All lines in the data bearing the string "淡海くさつ通り" should be identified and copied.
=======
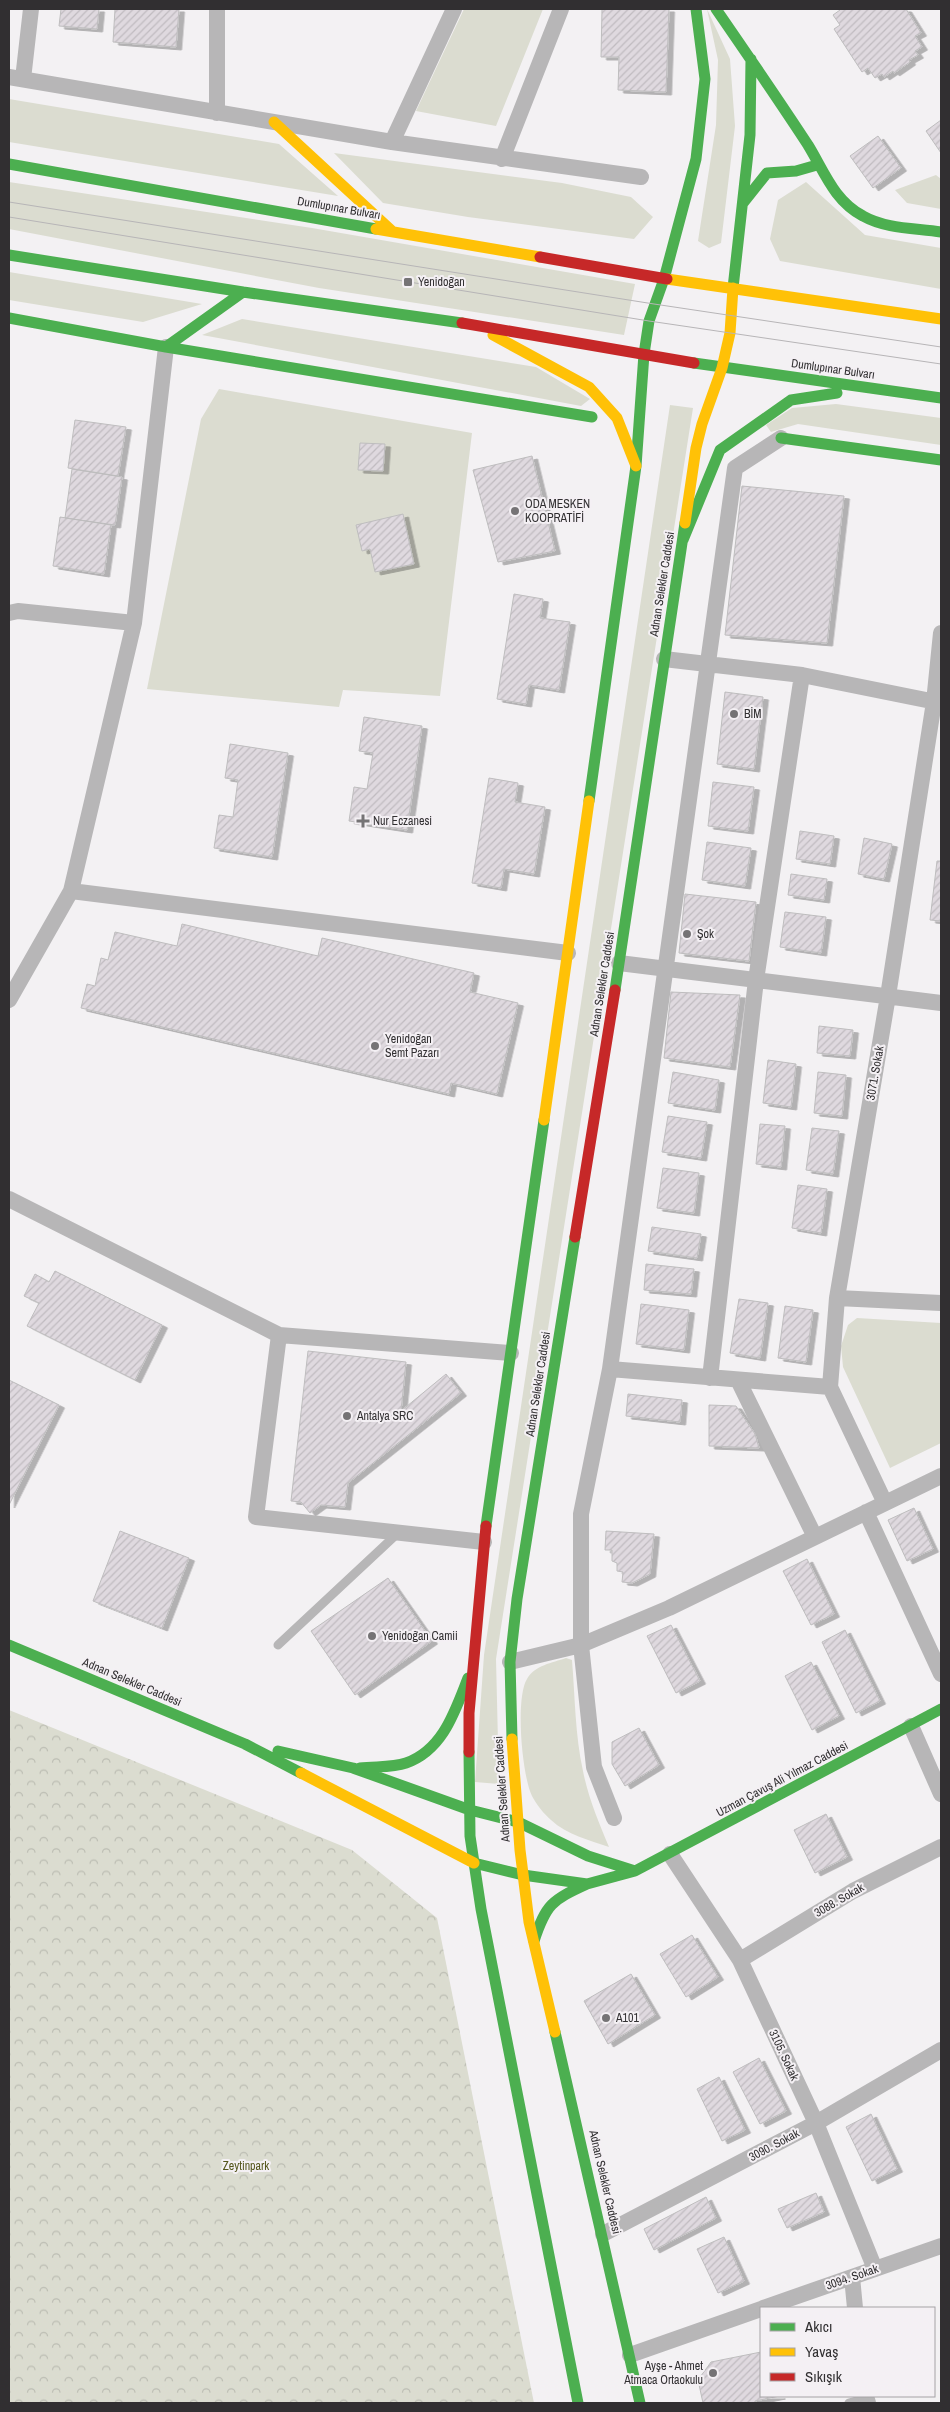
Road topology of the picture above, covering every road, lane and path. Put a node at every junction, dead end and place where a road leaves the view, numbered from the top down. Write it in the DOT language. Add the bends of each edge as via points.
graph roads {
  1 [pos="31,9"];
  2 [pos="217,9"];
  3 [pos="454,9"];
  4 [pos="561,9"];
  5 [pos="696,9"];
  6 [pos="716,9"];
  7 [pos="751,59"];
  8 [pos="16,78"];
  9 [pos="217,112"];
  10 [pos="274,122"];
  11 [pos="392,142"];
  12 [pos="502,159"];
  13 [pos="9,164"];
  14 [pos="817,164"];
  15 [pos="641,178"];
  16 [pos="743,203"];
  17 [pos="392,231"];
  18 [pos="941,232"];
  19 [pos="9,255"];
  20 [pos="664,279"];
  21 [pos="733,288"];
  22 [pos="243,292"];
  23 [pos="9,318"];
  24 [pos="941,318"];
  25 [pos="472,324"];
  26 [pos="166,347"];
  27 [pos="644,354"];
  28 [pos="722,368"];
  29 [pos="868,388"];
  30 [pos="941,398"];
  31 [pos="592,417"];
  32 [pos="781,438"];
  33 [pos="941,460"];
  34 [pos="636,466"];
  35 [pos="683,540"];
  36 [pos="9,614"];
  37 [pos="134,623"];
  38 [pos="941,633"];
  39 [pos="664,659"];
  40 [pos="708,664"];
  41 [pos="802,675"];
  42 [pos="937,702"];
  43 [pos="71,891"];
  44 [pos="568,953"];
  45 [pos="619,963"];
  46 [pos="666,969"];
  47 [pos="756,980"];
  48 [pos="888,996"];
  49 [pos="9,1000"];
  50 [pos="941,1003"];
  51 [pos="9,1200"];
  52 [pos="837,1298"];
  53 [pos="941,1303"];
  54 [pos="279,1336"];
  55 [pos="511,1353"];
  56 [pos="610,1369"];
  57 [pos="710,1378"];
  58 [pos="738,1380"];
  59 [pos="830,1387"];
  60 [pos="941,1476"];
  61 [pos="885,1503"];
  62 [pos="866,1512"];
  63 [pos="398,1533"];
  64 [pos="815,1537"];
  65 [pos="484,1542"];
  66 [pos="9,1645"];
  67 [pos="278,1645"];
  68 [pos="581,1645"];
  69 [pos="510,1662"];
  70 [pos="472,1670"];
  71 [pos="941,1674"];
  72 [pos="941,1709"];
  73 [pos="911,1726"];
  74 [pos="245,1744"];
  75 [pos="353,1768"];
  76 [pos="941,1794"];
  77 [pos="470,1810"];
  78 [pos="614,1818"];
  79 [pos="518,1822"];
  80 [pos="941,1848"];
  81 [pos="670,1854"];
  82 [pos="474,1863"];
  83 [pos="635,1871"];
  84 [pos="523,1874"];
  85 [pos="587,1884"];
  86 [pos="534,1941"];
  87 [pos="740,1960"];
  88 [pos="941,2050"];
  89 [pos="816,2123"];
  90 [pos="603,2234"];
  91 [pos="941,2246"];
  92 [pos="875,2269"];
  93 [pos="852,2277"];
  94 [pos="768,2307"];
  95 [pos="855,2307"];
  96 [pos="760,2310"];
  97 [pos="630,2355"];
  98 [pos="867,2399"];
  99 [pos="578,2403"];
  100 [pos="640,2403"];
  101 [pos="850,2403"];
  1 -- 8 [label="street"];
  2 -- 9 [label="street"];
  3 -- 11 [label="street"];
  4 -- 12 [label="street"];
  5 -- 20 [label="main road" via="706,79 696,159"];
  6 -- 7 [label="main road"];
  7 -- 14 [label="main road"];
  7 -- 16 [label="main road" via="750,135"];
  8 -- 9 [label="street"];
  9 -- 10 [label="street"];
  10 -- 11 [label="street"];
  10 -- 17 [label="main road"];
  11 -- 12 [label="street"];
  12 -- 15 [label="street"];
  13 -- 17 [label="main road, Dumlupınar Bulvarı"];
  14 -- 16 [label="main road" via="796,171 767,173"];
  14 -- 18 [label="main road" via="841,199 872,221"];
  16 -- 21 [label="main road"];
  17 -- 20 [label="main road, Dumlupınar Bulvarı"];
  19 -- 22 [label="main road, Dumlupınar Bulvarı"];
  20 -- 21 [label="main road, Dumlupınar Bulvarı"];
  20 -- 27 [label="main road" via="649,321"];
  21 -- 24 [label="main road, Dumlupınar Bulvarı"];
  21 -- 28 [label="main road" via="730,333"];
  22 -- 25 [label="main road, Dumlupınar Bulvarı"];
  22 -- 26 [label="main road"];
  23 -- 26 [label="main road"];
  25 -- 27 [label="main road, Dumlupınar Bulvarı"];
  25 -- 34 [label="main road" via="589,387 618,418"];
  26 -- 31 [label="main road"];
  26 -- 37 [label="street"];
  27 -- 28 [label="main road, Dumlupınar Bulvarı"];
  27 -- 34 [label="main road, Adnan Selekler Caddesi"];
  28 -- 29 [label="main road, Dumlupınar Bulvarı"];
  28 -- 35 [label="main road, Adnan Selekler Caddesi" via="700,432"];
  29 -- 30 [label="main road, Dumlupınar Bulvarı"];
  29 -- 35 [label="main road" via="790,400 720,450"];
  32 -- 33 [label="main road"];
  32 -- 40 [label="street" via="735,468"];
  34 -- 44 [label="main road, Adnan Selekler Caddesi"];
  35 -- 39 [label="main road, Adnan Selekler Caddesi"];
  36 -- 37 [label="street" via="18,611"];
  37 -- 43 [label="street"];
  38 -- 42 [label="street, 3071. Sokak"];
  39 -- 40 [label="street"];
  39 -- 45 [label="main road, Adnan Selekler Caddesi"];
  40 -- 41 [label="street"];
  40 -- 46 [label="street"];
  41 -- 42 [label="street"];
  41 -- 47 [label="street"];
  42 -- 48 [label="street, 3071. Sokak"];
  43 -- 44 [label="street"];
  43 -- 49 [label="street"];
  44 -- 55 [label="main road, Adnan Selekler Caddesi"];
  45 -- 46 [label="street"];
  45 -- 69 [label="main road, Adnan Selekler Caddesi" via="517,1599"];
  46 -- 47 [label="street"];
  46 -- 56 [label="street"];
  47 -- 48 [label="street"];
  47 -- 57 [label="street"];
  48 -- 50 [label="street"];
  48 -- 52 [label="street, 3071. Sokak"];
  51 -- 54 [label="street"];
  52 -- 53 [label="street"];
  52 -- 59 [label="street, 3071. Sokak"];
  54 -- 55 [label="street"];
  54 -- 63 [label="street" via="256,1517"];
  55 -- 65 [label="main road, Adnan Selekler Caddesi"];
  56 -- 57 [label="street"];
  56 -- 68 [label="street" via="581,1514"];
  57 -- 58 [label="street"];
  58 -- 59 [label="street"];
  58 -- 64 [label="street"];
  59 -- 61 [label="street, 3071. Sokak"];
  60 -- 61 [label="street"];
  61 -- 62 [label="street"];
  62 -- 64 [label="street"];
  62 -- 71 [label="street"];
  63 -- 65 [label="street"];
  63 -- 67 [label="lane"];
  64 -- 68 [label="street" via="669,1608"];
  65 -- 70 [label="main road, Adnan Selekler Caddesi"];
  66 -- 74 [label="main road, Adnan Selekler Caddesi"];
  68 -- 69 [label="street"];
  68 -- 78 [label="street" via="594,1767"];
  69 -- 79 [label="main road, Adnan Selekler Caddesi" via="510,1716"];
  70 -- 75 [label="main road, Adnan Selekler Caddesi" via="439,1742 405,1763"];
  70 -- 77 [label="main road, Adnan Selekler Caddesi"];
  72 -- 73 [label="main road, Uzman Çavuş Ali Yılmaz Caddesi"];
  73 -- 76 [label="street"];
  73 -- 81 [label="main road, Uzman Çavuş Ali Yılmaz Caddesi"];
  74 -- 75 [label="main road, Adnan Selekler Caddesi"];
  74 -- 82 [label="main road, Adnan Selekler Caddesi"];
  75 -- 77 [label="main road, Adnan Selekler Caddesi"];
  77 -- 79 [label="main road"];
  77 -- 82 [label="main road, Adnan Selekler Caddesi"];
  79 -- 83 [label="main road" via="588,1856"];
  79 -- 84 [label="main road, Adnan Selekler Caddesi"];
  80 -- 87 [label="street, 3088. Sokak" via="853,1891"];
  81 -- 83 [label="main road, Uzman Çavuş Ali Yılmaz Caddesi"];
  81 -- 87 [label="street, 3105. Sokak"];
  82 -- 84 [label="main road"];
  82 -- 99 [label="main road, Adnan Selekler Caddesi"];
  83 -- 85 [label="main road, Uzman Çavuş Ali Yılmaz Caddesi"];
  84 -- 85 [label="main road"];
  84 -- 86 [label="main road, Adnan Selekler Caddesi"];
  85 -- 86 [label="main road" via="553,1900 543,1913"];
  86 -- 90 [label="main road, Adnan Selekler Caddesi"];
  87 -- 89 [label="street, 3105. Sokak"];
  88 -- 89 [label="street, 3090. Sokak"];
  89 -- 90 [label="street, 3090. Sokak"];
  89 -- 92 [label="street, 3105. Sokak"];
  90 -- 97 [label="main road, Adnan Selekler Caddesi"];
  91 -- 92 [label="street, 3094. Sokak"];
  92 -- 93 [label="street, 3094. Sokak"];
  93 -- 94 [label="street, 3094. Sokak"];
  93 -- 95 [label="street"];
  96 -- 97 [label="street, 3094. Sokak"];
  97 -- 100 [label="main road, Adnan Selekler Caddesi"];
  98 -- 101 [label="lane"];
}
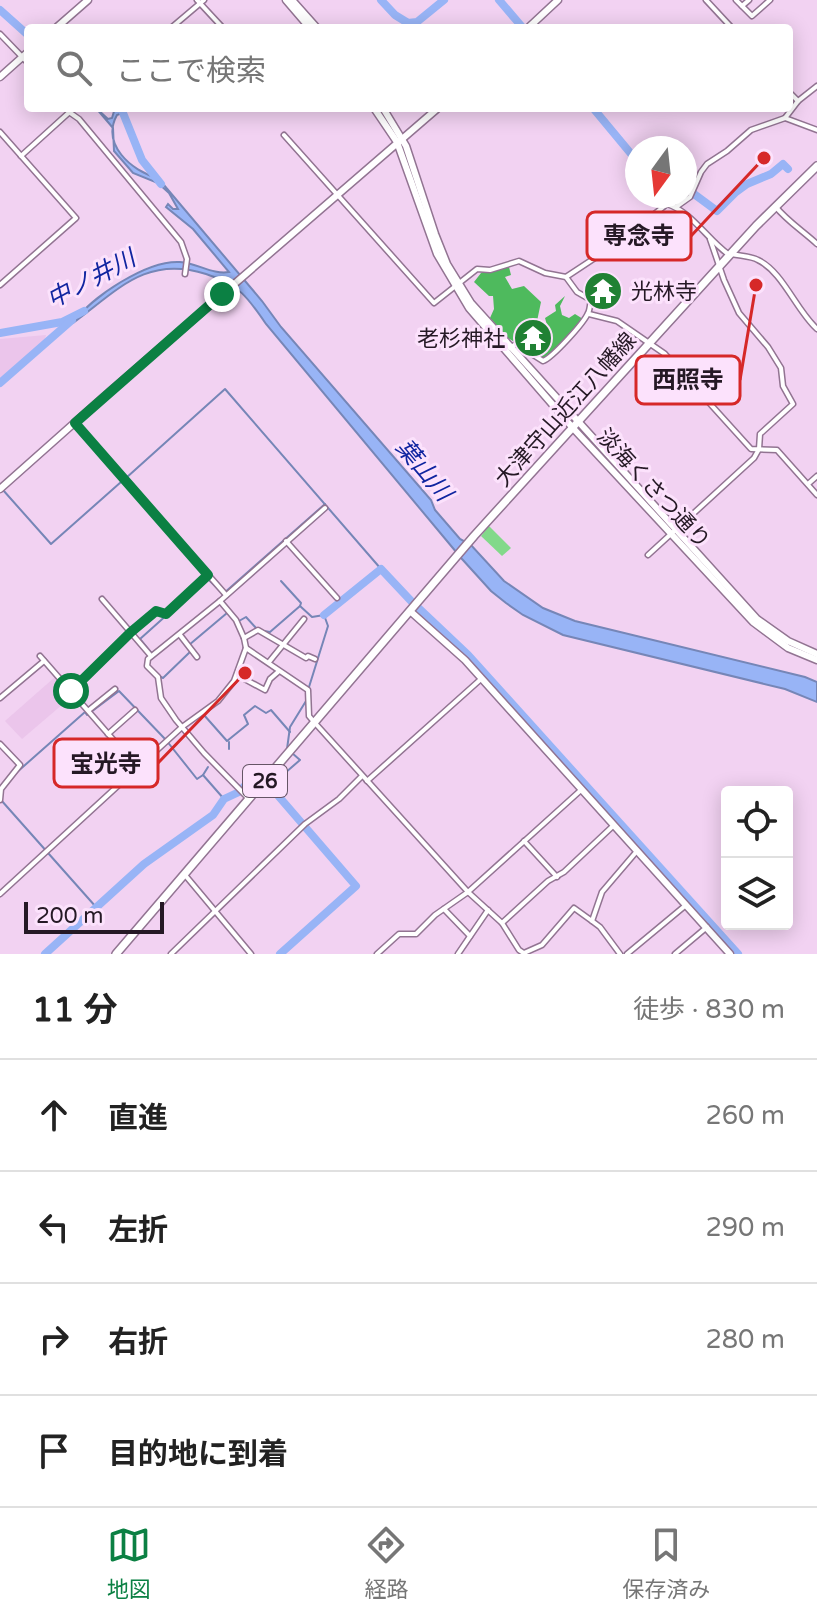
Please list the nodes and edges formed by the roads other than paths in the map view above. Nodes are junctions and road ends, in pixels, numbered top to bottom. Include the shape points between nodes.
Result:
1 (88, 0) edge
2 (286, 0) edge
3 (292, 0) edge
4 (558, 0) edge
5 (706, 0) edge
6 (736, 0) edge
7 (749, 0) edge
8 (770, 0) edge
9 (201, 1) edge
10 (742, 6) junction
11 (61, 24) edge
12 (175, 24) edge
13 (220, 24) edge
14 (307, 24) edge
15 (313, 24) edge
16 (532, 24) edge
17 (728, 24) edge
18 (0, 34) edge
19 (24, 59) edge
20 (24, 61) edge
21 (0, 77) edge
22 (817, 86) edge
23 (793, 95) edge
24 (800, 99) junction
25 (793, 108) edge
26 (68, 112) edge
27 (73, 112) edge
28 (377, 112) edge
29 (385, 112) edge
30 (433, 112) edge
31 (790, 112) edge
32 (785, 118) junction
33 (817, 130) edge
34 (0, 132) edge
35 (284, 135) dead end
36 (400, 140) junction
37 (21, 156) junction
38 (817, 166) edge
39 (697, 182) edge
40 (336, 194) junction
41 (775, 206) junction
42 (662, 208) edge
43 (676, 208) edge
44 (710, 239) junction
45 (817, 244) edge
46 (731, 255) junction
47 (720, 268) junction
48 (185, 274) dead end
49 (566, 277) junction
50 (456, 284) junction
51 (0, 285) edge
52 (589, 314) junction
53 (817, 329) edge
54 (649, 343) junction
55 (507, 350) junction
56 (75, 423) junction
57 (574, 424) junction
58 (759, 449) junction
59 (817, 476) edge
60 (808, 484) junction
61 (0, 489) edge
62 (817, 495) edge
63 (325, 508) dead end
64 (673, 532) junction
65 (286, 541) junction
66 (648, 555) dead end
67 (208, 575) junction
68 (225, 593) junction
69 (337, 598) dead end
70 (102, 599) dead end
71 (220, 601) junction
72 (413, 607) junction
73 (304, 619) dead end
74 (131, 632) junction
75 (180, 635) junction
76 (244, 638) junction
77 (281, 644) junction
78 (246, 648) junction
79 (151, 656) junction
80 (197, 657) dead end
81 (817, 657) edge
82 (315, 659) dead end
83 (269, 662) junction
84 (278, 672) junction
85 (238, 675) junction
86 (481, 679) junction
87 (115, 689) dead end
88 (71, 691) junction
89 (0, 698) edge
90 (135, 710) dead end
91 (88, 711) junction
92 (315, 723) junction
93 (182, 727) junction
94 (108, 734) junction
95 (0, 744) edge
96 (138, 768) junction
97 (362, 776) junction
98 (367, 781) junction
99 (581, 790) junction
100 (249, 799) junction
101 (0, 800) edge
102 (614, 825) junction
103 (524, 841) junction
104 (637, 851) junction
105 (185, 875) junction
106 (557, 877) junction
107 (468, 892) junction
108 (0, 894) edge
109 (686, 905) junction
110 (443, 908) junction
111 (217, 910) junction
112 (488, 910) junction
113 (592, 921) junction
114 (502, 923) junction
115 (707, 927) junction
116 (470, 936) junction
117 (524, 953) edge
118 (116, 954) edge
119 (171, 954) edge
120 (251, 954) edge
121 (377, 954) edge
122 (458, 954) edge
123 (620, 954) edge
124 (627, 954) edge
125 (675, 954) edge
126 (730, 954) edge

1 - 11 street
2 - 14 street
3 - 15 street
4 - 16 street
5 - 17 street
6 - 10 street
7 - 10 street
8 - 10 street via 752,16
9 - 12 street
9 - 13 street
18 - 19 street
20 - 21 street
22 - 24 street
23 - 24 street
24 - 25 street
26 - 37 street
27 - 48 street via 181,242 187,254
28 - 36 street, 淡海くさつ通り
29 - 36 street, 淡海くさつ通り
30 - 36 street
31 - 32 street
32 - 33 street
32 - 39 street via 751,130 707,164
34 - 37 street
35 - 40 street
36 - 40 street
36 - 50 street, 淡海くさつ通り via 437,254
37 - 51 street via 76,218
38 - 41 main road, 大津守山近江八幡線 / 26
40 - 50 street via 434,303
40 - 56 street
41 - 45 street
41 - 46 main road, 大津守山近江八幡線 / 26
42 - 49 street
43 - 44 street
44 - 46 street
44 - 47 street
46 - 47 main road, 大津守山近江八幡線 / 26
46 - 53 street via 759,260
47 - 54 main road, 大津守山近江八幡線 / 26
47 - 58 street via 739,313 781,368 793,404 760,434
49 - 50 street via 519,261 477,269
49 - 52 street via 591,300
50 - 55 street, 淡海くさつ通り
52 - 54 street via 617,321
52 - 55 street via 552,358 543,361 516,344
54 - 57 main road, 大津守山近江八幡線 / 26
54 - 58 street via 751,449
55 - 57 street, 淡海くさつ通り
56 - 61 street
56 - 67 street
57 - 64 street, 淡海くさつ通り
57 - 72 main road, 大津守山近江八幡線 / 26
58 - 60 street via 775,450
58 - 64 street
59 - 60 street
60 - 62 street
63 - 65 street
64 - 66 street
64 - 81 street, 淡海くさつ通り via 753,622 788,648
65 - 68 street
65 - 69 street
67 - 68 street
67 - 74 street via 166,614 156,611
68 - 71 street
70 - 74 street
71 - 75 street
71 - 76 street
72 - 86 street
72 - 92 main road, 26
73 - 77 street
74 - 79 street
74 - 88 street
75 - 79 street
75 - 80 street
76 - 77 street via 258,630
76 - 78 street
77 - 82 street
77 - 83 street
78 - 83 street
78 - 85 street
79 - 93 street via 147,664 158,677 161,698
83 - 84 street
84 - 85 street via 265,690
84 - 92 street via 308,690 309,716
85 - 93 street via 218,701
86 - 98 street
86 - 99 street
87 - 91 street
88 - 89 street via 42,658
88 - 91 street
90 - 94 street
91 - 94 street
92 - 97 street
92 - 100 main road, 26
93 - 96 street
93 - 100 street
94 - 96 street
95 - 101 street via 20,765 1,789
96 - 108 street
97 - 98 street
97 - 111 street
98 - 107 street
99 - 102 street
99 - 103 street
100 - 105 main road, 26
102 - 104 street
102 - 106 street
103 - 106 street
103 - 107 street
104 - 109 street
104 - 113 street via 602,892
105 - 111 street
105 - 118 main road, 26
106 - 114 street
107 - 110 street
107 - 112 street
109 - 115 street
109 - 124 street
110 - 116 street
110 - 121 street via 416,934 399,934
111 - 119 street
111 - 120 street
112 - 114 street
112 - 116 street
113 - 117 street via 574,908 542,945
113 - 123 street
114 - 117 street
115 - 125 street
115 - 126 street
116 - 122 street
=======
### [ANSWER AREA]
28 - 36 street, 淡海くさつ通り
29 - 36 street, 淡海くさつ通り
36 - 50 street, 淡海くさつ通り via 437,254
50 - 55 street, 淡海くさつ通り
55 - 57 street, 淡海くさつ通り
57 - 64 street, 淡海くさつ通り
64 - 81 street, 淡海くさつ通り via 753,622 788,648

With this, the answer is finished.